Kodok bukan katak. Kulit kodok lebih kering, tampilan kodok lebih kasar, kaki kodok lebih pendek. Tak usah lah tuan kodok bersikap angkuh dengan berusaha menjadi katak. Katak yang kulitnya lebih mulus karena berlendir sehingga lebih sigap bergerak meliuk lentur dengan rapi. Katak yang kakinya lebih panjang sehingga mampu melompat dengan anggun dan mendarat dengan tepat.
Baiklah tuan kodok menjadi dirinya sendiri, yang merangkak walau begitu inginnya melompat. Yang merangkak dengan kesadaran dirinya sebagai perangkak yang ulung. Langkah demi langkah, rangkak demi rangkak. Malah lebih indah, rapi, dan bertanggung jawab. Daripada memaksa diri menjadi katak sambil abai bahwa diri sejatinya adalah kodok.
Tonggeret bukan elang. Memang tinggi posisinya, namun tidak setinggi itu juga. Karena elang melayang di atas pohon sedangkan tonggeret melekat di batang pohon. Setinggi apapun posisi kemelekatannya di pohon tertinggi, lebih tinggi angin dan awan yang diterabas oleh elang. Tak usah lah nyonya tonggeret bersikap arogan dan berusaha menjadi elang, dengan suara berdenging yang panjang tak terhentikan kecuali saat turun hujan.

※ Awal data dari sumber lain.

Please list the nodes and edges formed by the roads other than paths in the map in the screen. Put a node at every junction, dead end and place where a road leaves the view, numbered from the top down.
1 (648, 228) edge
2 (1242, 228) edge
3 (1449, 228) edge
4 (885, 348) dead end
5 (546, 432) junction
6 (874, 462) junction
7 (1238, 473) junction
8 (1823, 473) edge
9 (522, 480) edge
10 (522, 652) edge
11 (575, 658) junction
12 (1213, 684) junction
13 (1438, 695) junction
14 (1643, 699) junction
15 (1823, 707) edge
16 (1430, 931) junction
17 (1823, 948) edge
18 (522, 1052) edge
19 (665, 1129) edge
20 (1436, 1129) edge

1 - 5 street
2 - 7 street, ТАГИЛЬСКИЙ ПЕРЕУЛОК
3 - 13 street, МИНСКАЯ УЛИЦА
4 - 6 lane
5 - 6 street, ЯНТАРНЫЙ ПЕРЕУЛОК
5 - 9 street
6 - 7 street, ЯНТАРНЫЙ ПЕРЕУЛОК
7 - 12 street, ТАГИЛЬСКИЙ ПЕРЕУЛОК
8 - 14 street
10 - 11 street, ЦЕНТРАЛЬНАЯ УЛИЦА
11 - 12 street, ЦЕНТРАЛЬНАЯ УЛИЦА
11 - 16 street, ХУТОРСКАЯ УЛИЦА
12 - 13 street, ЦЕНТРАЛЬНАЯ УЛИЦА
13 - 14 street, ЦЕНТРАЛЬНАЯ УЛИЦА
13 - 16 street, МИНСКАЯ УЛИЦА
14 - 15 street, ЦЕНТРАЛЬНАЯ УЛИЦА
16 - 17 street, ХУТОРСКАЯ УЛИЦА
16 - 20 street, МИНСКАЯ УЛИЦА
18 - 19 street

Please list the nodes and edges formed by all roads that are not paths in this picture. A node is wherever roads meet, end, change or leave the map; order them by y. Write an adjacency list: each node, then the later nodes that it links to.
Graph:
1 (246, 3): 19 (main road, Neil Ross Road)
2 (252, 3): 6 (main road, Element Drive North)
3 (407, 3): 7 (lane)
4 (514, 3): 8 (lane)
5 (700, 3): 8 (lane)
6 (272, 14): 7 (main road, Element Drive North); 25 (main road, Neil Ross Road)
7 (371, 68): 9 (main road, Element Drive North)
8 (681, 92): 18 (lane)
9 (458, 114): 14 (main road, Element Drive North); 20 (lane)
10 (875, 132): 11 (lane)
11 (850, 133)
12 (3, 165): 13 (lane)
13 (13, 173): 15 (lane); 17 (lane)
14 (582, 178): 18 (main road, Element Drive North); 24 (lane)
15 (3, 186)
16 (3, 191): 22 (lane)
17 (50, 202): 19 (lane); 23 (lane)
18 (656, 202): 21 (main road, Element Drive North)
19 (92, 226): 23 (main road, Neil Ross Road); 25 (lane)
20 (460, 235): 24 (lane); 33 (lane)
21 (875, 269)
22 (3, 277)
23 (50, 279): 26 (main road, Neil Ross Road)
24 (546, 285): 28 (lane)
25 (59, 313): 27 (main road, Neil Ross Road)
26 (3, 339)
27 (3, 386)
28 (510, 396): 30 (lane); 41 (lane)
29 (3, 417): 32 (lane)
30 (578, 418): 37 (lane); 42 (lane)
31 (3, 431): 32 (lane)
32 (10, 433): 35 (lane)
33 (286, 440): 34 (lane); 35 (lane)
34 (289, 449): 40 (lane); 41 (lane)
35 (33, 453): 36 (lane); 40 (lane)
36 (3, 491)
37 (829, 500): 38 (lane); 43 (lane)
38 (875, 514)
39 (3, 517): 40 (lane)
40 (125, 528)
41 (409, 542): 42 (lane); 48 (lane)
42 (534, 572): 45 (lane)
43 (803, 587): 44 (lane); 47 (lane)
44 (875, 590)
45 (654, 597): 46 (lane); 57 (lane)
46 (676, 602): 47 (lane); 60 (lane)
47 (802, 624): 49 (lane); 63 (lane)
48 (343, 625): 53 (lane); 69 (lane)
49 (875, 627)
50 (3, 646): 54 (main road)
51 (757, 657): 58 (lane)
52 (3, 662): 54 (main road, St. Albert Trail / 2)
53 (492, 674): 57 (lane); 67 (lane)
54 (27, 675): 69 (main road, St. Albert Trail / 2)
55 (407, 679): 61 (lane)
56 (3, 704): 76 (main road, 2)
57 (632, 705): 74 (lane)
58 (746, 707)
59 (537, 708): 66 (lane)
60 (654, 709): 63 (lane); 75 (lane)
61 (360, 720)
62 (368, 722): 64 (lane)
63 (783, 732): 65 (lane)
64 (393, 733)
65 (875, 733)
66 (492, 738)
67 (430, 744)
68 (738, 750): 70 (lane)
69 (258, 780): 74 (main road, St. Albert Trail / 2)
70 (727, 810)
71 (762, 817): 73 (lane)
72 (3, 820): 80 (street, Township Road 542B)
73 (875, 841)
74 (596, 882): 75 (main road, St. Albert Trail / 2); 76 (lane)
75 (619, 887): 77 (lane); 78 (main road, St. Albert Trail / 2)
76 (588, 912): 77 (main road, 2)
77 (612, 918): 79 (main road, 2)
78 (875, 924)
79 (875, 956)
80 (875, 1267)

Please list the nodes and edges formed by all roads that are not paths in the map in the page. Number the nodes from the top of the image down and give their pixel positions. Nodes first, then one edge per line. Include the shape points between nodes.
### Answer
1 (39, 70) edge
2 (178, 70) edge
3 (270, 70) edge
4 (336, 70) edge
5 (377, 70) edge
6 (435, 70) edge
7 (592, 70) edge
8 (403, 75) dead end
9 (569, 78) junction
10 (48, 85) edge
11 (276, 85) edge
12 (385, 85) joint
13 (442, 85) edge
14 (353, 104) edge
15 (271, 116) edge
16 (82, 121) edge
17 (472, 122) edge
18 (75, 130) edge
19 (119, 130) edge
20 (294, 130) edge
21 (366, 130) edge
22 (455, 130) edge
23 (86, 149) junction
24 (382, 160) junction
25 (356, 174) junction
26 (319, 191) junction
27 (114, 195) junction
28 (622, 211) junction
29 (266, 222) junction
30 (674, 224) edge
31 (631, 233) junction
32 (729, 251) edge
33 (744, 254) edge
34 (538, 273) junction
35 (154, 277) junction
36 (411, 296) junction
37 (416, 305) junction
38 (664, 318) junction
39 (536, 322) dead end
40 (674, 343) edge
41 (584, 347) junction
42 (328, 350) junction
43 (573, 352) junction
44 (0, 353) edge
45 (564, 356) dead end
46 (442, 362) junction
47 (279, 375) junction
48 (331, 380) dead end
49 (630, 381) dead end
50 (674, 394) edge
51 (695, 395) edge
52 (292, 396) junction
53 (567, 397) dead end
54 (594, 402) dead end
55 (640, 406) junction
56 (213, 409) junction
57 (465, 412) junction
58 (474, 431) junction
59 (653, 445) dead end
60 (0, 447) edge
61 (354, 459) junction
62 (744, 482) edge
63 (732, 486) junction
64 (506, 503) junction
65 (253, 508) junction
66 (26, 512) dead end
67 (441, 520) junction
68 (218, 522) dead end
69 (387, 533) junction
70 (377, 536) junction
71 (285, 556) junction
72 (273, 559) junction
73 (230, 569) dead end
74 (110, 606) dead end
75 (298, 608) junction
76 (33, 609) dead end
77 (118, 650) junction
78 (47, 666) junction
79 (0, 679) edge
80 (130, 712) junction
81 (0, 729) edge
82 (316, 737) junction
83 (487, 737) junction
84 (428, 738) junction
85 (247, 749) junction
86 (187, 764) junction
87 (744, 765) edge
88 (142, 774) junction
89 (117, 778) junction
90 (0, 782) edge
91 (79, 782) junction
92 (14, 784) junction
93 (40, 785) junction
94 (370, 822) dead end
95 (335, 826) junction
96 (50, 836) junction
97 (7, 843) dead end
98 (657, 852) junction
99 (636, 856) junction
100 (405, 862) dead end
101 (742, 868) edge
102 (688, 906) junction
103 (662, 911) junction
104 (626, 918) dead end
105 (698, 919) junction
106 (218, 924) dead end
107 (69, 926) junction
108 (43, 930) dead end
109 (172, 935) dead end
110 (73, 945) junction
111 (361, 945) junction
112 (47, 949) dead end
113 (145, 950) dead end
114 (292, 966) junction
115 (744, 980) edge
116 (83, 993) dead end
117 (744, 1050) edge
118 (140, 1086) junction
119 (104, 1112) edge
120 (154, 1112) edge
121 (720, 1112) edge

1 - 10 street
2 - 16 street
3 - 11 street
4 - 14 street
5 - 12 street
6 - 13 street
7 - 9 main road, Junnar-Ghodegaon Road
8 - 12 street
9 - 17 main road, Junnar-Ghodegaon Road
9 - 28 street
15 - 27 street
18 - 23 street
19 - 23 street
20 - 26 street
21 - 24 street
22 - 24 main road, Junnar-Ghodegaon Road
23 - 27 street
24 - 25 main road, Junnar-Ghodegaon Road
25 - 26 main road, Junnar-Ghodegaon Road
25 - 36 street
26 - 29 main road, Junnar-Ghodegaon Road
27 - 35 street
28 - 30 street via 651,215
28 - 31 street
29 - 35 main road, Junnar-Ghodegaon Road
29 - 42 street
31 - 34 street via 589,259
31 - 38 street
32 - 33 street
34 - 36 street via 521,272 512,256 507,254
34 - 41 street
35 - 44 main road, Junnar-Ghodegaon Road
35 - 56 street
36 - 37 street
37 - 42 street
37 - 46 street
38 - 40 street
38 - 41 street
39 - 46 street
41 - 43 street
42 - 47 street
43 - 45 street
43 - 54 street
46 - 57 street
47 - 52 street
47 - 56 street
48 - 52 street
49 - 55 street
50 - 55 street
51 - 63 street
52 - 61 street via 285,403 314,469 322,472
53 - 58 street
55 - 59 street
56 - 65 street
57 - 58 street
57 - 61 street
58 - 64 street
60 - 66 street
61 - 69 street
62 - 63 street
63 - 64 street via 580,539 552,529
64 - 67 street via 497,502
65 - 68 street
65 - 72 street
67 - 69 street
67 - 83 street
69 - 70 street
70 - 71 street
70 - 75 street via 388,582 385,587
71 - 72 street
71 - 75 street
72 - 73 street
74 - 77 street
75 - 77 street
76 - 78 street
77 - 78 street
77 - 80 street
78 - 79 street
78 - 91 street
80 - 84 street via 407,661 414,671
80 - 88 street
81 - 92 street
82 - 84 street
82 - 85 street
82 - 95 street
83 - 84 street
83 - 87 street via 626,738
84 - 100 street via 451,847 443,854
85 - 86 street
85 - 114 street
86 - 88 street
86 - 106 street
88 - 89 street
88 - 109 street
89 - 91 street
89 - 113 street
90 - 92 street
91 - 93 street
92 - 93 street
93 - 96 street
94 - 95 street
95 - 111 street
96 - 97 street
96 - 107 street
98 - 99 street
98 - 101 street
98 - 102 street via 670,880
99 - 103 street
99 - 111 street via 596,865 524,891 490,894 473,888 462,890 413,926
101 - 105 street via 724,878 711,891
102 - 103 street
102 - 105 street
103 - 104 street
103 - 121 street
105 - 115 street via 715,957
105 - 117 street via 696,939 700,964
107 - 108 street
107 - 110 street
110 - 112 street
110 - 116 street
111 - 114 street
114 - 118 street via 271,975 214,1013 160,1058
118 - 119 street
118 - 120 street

Itu pun setelah ditampar gelegar petir baru terdiam dan tersadar, kalau pekikan elang bukan dengingan tonggeret. Pekikan eksklamasi teritori yang terbukti melalui aksi, jelas berbeda dengan eksplanasi retorika yang merepetisi narasi. Pun sama-sama bersuara, beda lah peruntukkannya.
Demikianlah baiknya nyonya tonggeret menjadi dirinya sendiri juga, sebagai penanda walaupun begitu inginnya jadi yang tertanda. Tetaplah berperan sebagai penanda, yang memberi jalan bagi sang tertanda sesungguhnya. Lagipula yang mampu berisik memberikan tanda kan, tuan tonggeret. Bukan nyonya tonggeret.
Begitulah cerita si siput tanpa cangkang, kepada kerbau yang asik mengunyah.